(Reuters) - President Barack Obama signed into law on Friday the last legislation written by former U.S. Representative Gabrielle Giffords, who was shot and severely wounded in a Tucson shooting rampage last year.
Giffords, who joined Obama at the signing ceremony at the White House, stepped down last month to focus on her recovery from a single gunshot wound to the head.
The Ultralight Aircraft Smuggling Prevention Act gives authorities greater powers to crackdown on smugglers using low-flying, single-seater aircraft to slip drugs across the U.S. borders from Mexico and Canada.
"I wished Gabby well in her recovery and told her that I expect to see more of her in the months and years to come," Obama said in a statement released by the White House.

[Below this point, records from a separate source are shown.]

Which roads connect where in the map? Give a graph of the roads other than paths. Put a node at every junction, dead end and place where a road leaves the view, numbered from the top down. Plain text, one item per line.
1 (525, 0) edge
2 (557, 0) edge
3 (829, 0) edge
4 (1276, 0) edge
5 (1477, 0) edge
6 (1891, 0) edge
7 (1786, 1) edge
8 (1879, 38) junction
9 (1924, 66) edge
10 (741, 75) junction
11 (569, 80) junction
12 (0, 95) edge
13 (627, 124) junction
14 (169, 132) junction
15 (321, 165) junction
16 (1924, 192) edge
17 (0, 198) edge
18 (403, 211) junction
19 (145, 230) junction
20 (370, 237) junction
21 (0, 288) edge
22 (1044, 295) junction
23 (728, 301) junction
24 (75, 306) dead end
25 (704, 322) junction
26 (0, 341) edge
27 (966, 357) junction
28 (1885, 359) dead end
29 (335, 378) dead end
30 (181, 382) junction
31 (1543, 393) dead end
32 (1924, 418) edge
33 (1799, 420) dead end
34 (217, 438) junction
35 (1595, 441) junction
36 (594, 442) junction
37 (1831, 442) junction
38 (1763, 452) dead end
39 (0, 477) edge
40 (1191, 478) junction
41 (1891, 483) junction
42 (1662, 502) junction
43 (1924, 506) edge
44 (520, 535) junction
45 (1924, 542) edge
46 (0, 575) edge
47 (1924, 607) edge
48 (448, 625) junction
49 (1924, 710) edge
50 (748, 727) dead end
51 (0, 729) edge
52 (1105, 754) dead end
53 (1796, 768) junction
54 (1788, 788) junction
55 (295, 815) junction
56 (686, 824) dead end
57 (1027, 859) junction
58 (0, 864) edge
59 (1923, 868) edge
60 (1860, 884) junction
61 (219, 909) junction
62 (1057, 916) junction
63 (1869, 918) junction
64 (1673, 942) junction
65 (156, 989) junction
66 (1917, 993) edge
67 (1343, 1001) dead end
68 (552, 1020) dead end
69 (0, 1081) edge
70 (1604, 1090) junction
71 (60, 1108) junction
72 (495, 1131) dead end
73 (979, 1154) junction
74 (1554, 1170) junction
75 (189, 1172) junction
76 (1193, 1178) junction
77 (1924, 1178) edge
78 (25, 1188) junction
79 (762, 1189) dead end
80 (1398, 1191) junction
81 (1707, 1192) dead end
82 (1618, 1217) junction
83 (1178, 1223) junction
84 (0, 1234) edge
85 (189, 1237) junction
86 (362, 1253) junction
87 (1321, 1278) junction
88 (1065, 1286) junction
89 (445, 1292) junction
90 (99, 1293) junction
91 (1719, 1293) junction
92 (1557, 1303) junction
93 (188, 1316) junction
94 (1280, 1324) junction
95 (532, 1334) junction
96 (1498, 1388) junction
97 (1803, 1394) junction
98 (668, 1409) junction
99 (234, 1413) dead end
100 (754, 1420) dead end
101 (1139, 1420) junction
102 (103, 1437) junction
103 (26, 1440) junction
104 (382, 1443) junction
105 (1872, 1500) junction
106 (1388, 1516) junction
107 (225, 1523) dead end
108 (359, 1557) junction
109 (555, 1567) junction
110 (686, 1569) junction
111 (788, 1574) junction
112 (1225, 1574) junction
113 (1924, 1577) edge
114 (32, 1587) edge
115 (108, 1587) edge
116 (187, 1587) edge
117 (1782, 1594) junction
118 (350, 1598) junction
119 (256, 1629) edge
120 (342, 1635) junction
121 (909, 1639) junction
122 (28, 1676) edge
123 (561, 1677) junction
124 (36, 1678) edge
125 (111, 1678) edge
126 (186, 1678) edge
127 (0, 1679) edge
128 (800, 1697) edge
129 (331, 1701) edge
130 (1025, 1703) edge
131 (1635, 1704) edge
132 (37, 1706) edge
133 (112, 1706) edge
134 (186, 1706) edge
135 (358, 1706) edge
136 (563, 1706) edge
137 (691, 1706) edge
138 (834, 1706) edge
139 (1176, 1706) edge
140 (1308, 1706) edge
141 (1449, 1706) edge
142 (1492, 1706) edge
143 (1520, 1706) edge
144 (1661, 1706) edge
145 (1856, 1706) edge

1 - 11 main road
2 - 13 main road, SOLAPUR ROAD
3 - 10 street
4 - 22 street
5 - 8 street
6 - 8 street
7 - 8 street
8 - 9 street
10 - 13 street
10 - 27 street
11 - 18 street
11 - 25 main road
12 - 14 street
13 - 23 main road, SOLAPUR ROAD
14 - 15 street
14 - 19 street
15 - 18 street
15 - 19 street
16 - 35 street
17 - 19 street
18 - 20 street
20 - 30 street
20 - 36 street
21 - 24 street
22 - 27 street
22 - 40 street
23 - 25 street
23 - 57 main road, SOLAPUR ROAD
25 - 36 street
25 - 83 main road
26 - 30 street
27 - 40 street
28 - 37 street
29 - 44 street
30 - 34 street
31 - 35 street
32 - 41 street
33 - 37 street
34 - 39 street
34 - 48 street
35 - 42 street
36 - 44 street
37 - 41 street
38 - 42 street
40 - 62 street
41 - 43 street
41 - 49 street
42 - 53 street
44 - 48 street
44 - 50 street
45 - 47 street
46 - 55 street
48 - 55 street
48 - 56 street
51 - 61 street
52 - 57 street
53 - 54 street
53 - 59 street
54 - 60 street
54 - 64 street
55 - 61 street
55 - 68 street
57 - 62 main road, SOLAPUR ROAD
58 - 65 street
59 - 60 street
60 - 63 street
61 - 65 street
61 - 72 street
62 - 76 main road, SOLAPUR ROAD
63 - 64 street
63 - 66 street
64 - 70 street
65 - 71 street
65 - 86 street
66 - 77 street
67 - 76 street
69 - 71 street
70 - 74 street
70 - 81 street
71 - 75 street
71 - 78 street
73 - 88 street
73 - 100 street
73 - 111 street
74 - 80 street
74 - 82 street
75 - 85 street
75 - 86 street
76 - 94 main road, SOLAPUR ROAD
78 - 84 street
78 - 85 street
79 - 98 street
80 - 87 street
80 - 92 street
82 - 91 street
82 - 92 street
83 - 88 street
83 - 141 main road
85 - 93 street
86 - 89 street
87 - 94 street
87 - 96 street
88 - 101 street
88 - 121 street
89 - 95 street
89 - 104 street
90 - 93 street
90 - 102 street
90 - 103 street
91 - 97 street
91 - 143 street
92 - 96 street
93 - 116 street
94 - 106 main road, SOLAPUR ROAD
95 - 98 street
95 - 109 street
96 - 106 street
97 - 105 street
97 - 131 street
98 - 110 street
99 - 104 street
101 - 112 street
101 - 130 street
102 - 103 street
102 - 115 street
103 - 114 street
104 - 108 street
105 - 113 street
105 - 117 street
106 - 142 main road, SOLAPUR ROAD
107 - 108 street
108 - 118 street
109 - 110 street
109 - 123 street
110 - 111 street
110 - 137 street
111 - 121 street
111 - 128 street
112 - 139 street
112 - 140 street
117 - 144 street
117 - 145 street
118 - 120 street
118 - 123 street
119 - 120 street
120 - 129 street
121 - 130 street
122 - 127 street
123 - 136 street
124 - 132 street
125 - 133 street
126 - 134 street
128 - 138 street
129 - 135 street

"I'm confident that while this legislation may have been her last act as a Congresswoman, it will not be her last act of public service," he added.
Giffords was known as a centrist willing to work with Republican colleagues in Congress. Obama said the fact that the legislation passed unanimously showed "just how much Gabby is respected by her colleagues in Congress in both parties."
A gunman armed with a semiautomatic pistol opened fire on Giffords' first congressional outreach event of 2011 on January 8 last year, killing six people and wounding 13 others.
Accused shooter Jared Loughner was charged with 49 crimes, including attempting to assassinate Giffords, who was left with broken speech and a marked limp and continues to receive intensive rehabilitation therapy.
Loughner pleaded not guilty and was found mentally unfit to stand trial at court hearing last May.